Chair of the Federal Trade Commission
- In office December 1, 1921 – November 30, 1922
- President: Warren G. Harding
- Preceded by: Samuel Huston Thompson
- Succeeded by: Victor Murdock

Personal details
- Born: Nelson Burr Gaskill September 1875
- Died: October 6, 1964 (aged 89)
- Parent: Joseph H. Gaskill (father);
- Education: Princeton University Harvard University

= Nelson B. Gaskill =

American government official (1875–1964)

Nelson Burr Gaskill (September 1875 – October 6, 1964) was the chair of the Federal Trade Commission from December 1, 1921, to November 30, 1922.
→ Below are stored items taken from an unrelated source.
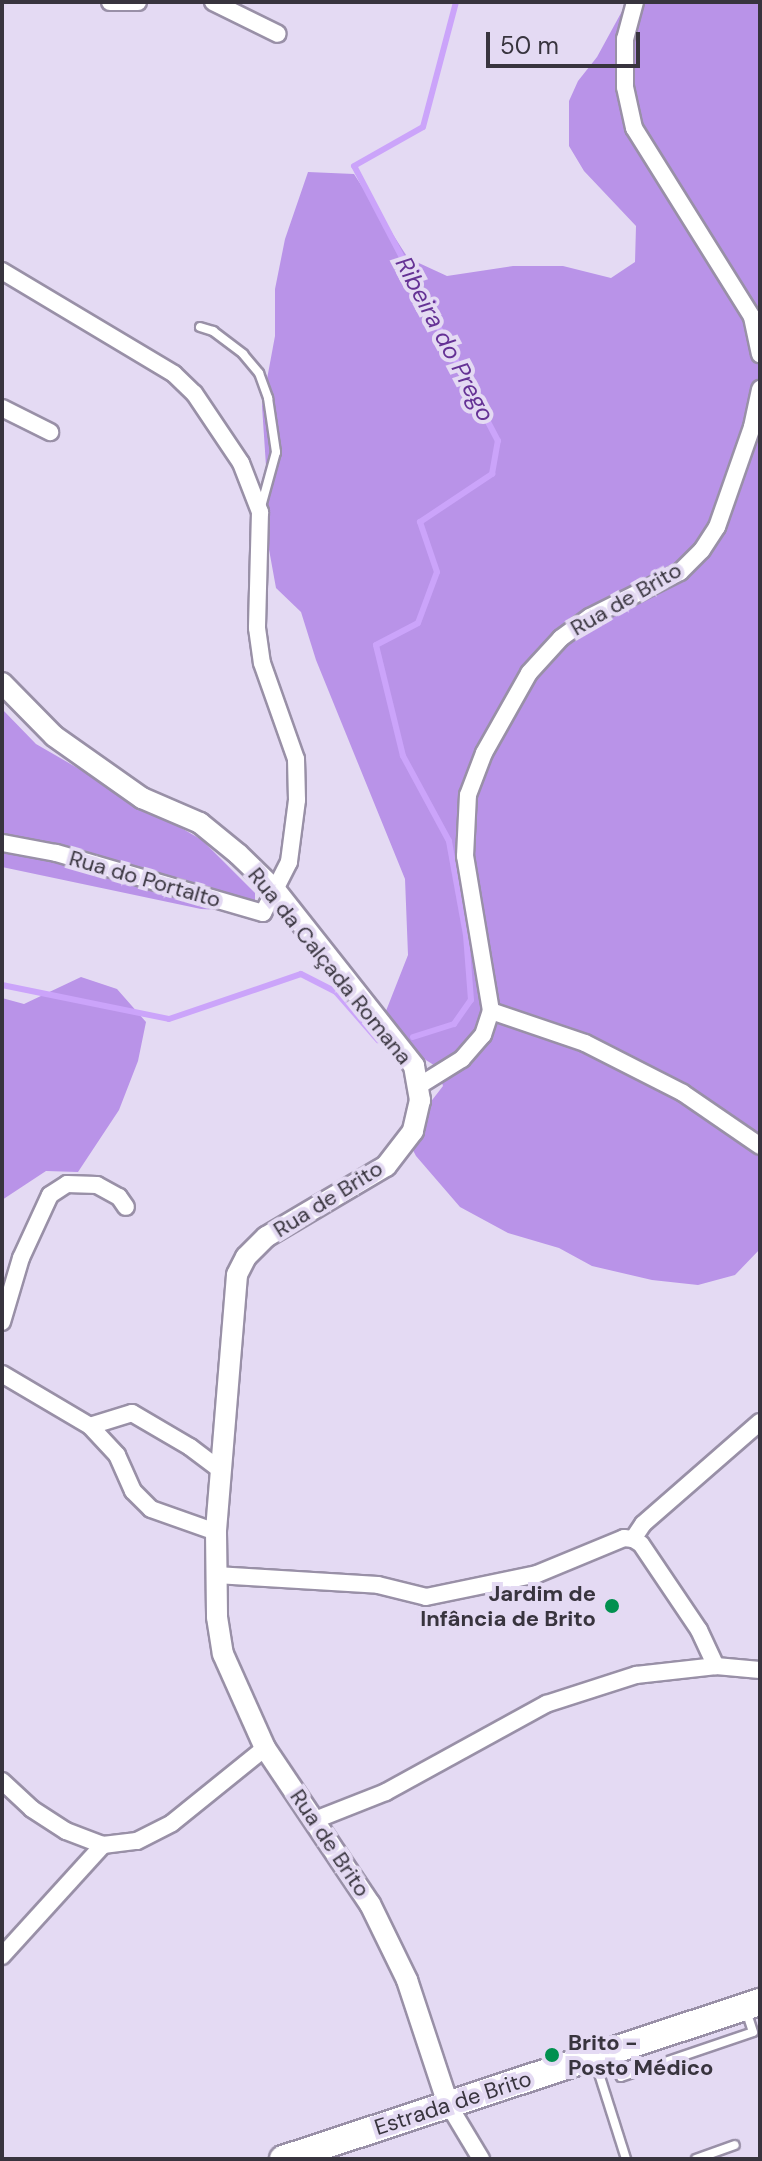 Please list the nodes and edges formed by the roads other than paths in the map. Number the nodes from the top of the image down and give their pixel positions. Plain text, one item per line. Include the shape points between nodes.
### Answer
1 (110, 2) edge
2 (138, 2) edge
3 (213, 2) edge
4 (635, 2) edge
5 (278, 34) dead end
6 (2, 271) edge
7 (200, 327) dead end
8 (760, 354) edge
9 (760, 389) edge
10 (2, 408) edge
11 (50, 432) dead end
12 (260, 512) junction
13 (2, 683) edge
14 (2, 843) edge
15 (276, 891) junction
16 (491, 1011) junction
17 (417, 1087) junction
18 (760, 1146) edge
19 (126, 1207) dead end
20 (2, 1322) edge
21 (2, 1374) edge
22 (760, 1422) edge
23 (90, 1426) junction
24 (222, 1471) junction
25 (216, 1532) junction
26 (633, 1539) junction
27 (216, 1575) junction
28 (716, 1666) junction
29 (760, 1670) edge
30 (265, 1748) junction
31 (2, 1781) edge
32 (315, 1820) junction
33 (103, 1845) junction
34 (2, 1956) edge
35 (752, 2004) edge
36 (601, 2054) junction
37 (448, 2104) junction
38 (735, 2145) dead end
39 (283, 2159) edge
40 (481, 2159) edge
41 (626, 2159) edge
42 (696, 2159) edge

1 - 2 street
3 - 5 street
4 - 8 street via 625,39 625,87 634,128 752,317
6 - 12 street via 174,374 194,393 241,463
7 - 12 lane via 243,354 259,373 268,398 276,452
9 - 16 street, Rua de Brito via 717,527 702,550 680,572 590,617 561,638 529,673 484,753 468,795 465,856
10 - 11 street
12 - 15 street via 258,640 296,759 289,862
13 - 15 street, Rua da Calçada Romana via 54,736 142,798 200,823
14 - 15 street, Rua do Portalto via 56,853 263,913
15 - 17 street, Rua da Calçada Romana via 414,1066
16 - 17 street via 483,1035 462,1059
16 - 18 street via 585,1043 683,1093
17 - 24 street, Rua de Brito via 420,1100 413,1131 386,1166 266,1237 246,1257 237,1275
19 - 20 street via 97,1185 67,1184 50,1195 21,1258
21 - 23 street
22 - 26 street via 643,1524
23 - 24 street via 132,1413
23 - 25 street via 117,1455 133,1491 151,1509
24 - 25 street, Rua de Brito
25 - 27 street, Rua de Brito
26 - 27 street via 624,1538 537,1574 426,1597 378,1585
26 - 28 street via 699,1630
27 - 30 street, Rua de Brito via 223,1654
28 - 29 street
28 - 32 street via 636,1675 546,1704 386,1792
30 - 32 street, Rua de Brito
30 - 33 street via 172,1823 137,1841
31 - 33 street via 43,1817
32 - 37 street, Rua de Brito via 370,1904 407,1980
33 - 34 street
35 - 36 main road, Estrada de Brito
36 - 37 main road, Estrada de Brito
36 - 41 lane
37 - 39 main road, Estrada de Brito
37 - 40 street
38 - 42 lane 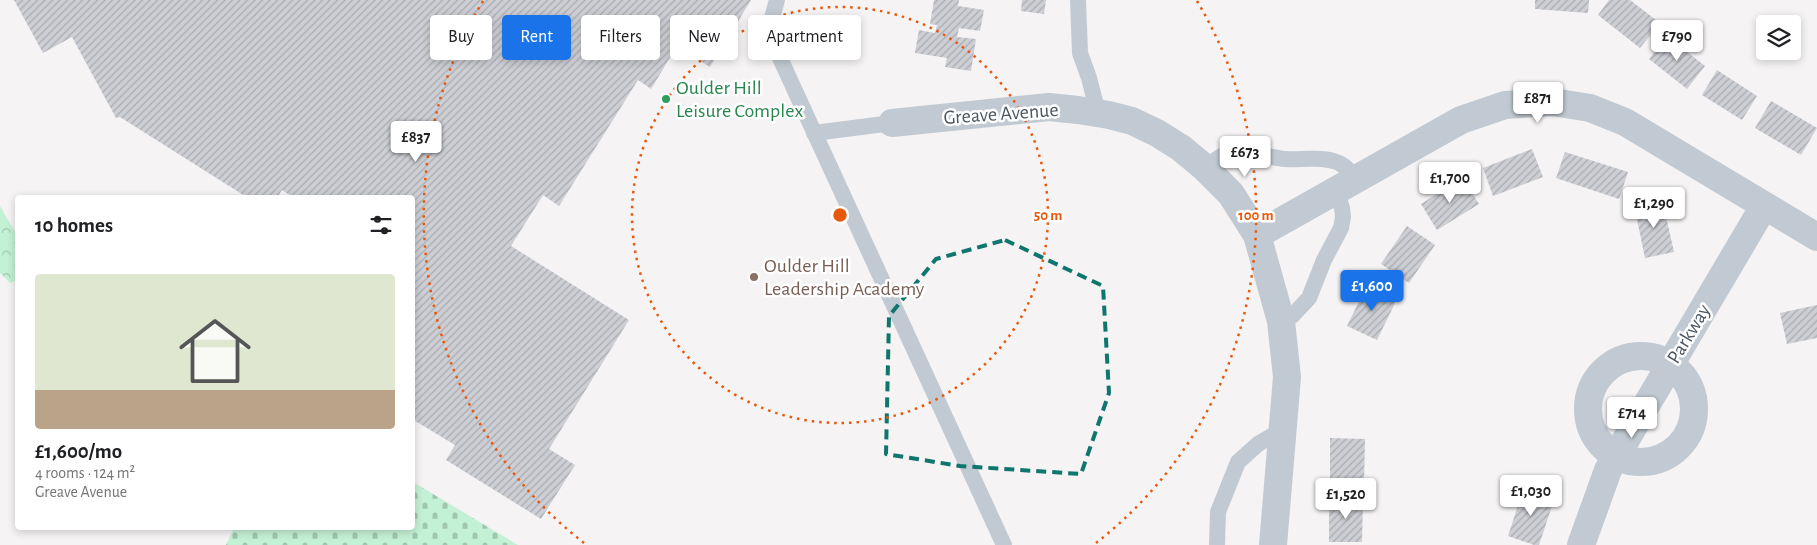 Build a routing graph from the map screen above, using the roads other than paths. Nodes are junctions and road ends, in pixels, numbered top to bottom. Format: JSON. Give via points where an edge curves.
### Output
{"nodes":[{"id":1,"x":776,"y":0,"type":"edge"},
{"id":2,"x":1078,"y":0,"type":"edge"},
{"id":3,"x":1098,"y":113,"type":"junction"},
{"id":4,"x":892,"y":123,"type":"joint"},
{"id":5,"x":814,"y":133,"type":"junction"},
{"id":6,"x":1206,"y":168,"type":"junction"},
{"id":7,"x":1345,"y":185,"type":"junction"},
{"id":8,"x":1764,"y":206,"type":"junction"},
{"id":9,"x":1258,"y":235,"type":"junction"},
{"id":10,"x":1817,"y":237,"type":"edge"},
{"id":11,"x":1281,"y":320,"type":"junction"},
{"id":12,"x":1670,"y":365,"type":"junction"},
{"id":13,"x":1282,"y":430,"type":"junction"},
{"id":14,"x":1616,"y":456,"type":"junction"},
{"id":15,"x":1004,"y":545,"type":"edge"},
{"id":16,"x":1217,"y":545,"type":"edge"},
{"id":17,"x":1273,"y":545,"type":"edge"},
{"id":18,"x":1581,"y":545,"type":"edge"}],
"edges":[{"from":1,"to":5,"type":"lane","via":[[768,32]]},
{"from":2,"to":3,"type":"lane","via":[[1080,53]]},
{"from":3,"to":4,"type":"street","name":"Greave Avenue","via":[[1049,107]]},
{"from":3,"to":6,"type":"street","name":"Greave Avenue","via":[[1132,121],[1157,133]]},
{"from":4,"to":5,"type":"lane"},
{"from":5,"to":15,"type":"lane"},
{"from":6,"to":7,"type":"lane","via":[[1218,158],[1240,151],[1284,159],[1325,159],[1350,170]]},
{"from":6,"to":9,"type":"street","name":"Greave Avenue","via":[[1231,194]]},
{"from":7,"to":8,"type":"street","via":[[1461,120],[1505,105],[1553,102],[1590,108],[1625,122]]},
{"from":7,"to":9,"type":"street"},
{"from":7,"to":11,"type":"lane","via":[[1341,228],[1309,298],[1292,316]]},
{"from":8,"to":10,"type":"street"},
{"from":8,"to":12,"type":"street","name":"Parkway"},
{"from":9,"to":11,"type":"street","name":"Greave Avenue"},
{"from":11,"to":13,"type":"street","name":"Greave Avenue","via":[[1287,378]]},
{"from":12,"to":14,"type":"street","name":"Parkway"},
{"from":12,"to":14,"type":"street","via":[[1686,382],[1694,404],[1687,435],[1665,456],[1650,461],[1634,462]]},
{"from":12,"to":14,"type":"street","via":[[1655,357],[1620,359],[1605,369],[1595,382],[1588,398],[1588,416],[1593,432]]},
{"from":13,"to":16,"type":"lane","via":[[1258,444],[1238,462],[1218,512]]},
{"from":13,"to":17,"type":"street","name":"Greave Avenue"},
{"from":14,"to":18,"type":"street","name":"Parkway"}]} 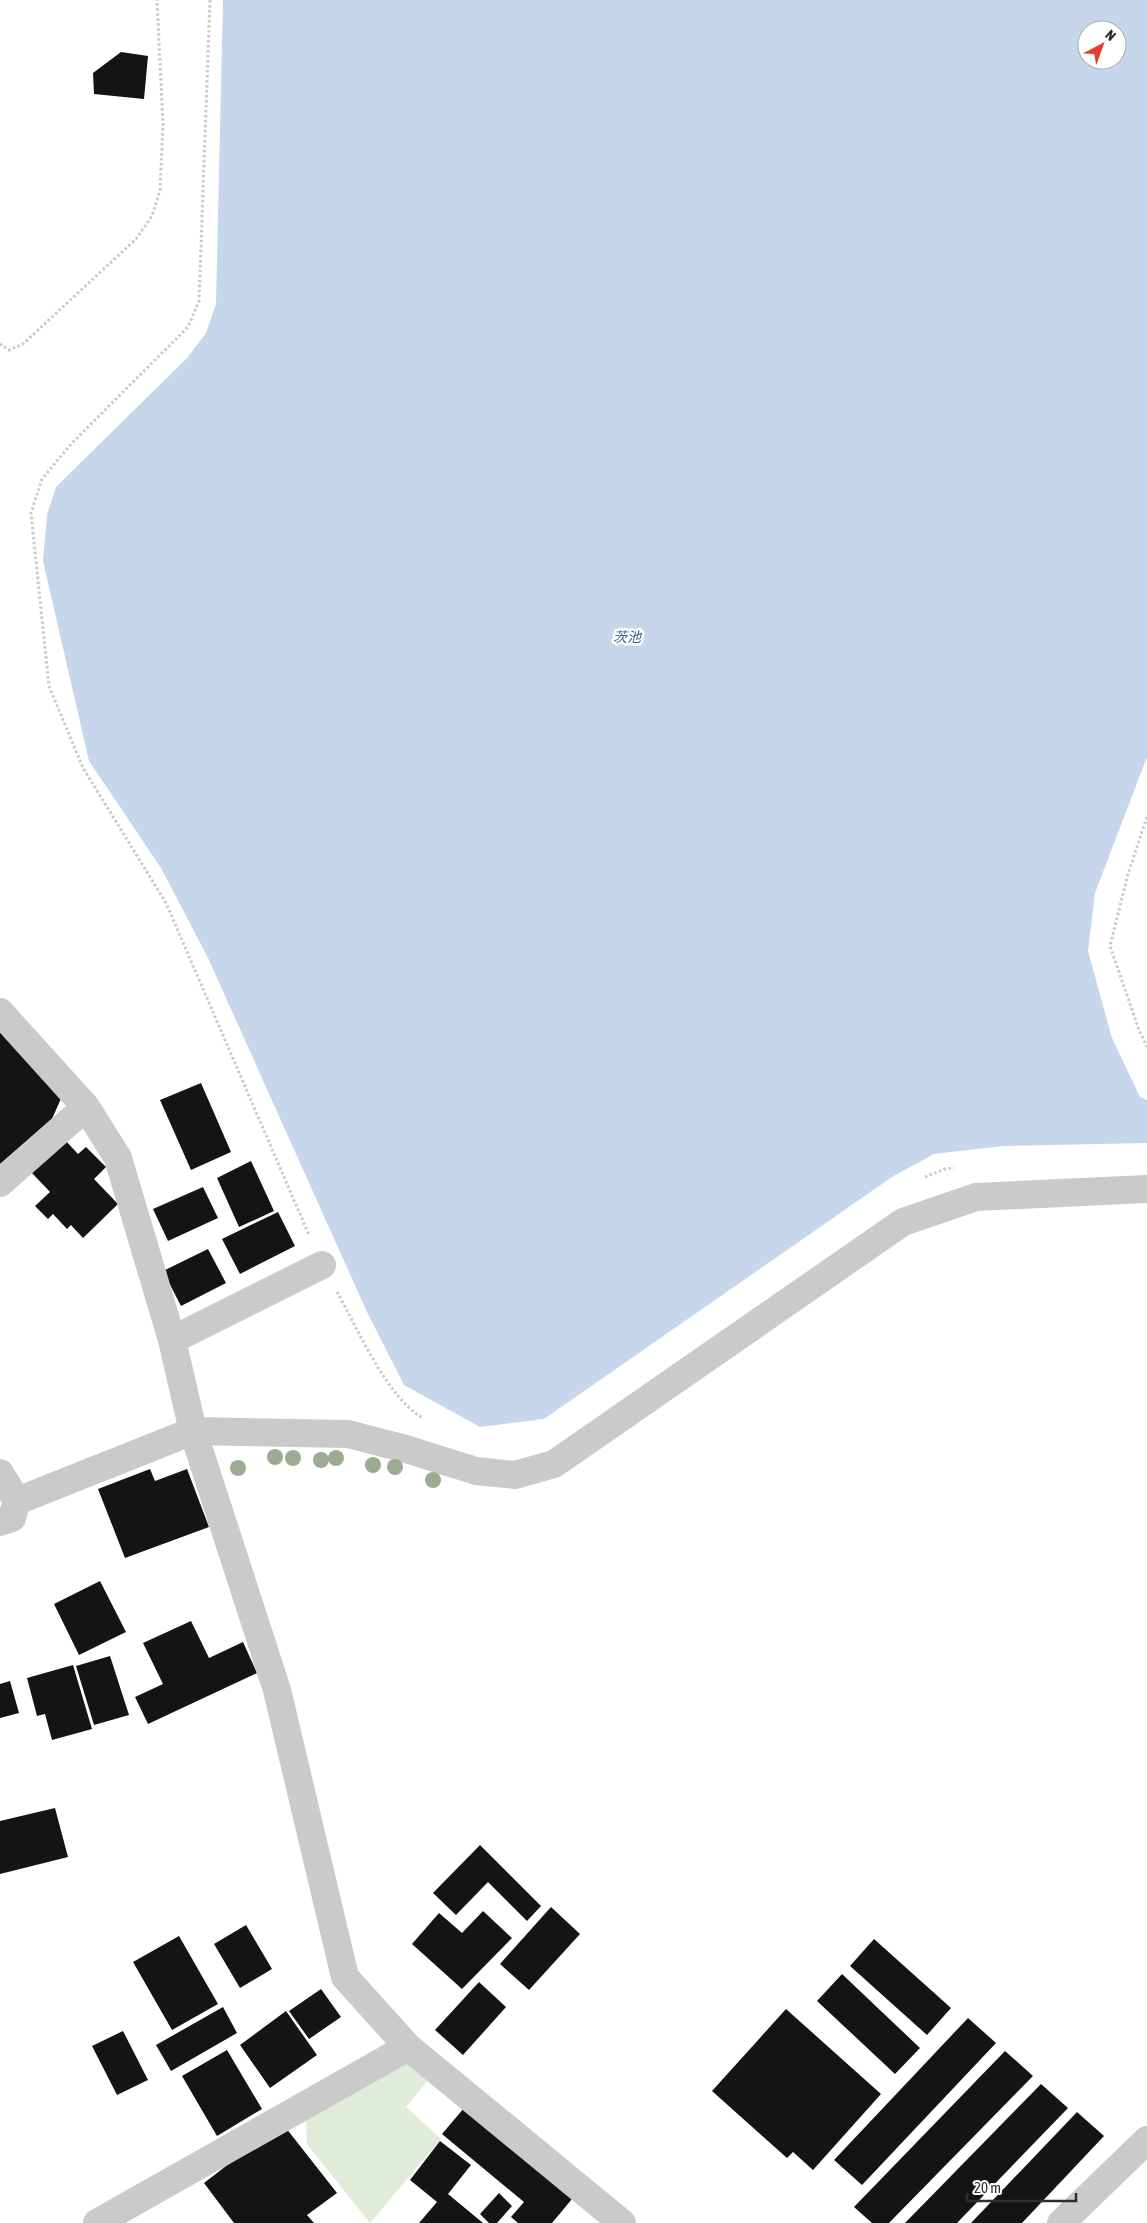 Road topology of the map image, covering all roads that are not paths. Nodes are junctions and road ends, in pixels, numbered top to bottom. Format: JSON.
{"nodes":[{"id":1,"x":0,"y":1012,"type":"edge"},
{"id":2,"x":86,"y":1107,"type":"junction"},
{"id":3,"x":0,"y":1184,"type":"edge"},
{"id":4,"x":1147,"y":1189,"type":"edge"},
{"id":5,"x":322,"y":1265,"type":"road end"},
{"id":6,"x":172,"y":1340,"type":"junction"},
{"id":7,"x":193,"y":1431,"type":"junction"},
{"id":8,"x":0,"y":1473,"type":"edge"},
{"id":9,"x":18,"y":1502,"type":"junction"},
{"id":10,"x":0,"y":1522,"type":"edge"},
{"id":11,"x":408,"y":2047,"type":"junction"},
{"id":12,"x":1147,"y":2140,"type":"edge"},
{"id":13,"x":97,"y":2223,"type":"edge"},
{"id":14,"x":622,"y":2223,"type":"edge"},
{"id":15,"x":1061,"y":2223,"type":"edge"}],
"edges":[{"from":1,"to":2,"type":"street"},
{"from":2,"to":3,"type":"street"},
{"from":2,"to":6,"type":"street"},
{"from":4,"to":7,"type":"street"},
{"from":5,"to":6,"type":"street"},
{"from":6,"to":7,"type":"street"},
{"from":7,"to":9,"type":"street"},
{"from":7,"to":11,"type":"street"},
{"from":8,"to":9,"type":"street"},
{"from":9,"to":10,"type":"street"},
{"from":11,"to":13,"type":"street"},
{"from":11,"to":14,"type":"street"},
{"from":12,"to":15,"type":"street"}]} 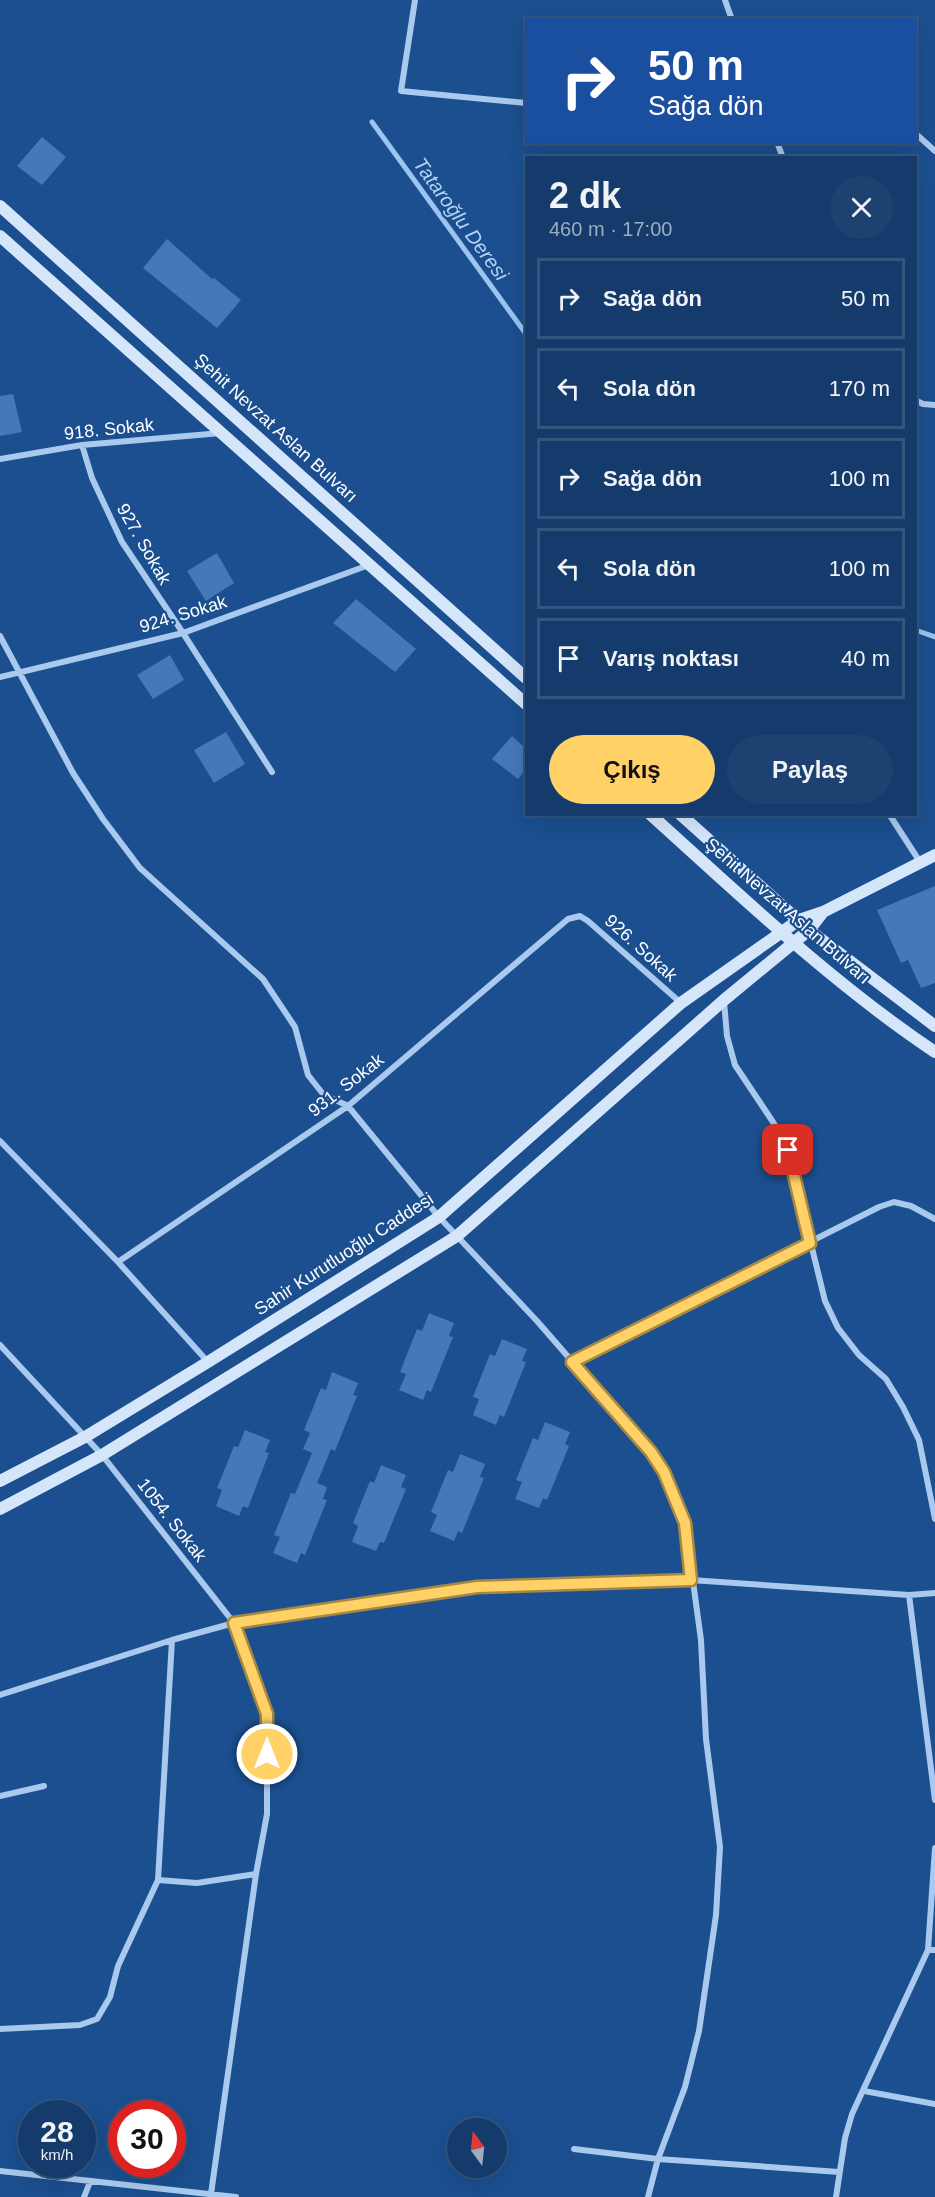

The son of New Jersey judge Joseph H. Gaskill, Gaskill received his undergraduate degree from Princeton University in 1896, where he won a senior prize for oratory, followed by a law degree from Harvard Law School. He joined the New Jersey National Guard, where he was elected captain of his company in 1902, and served as Assistant Attorney General for New Jersey. He eventually attained the rank of colonel in the New Jersey National Guard, and was active during World War I.

In 1919, President Woodrow Wilson appointed Gaskill to a seat on the Federal Trade Commission vacated by the retirement of John Franklin Fort, due to illness. Gaskill was reappointed to the FTC by President Calvin Coolidge in 1924.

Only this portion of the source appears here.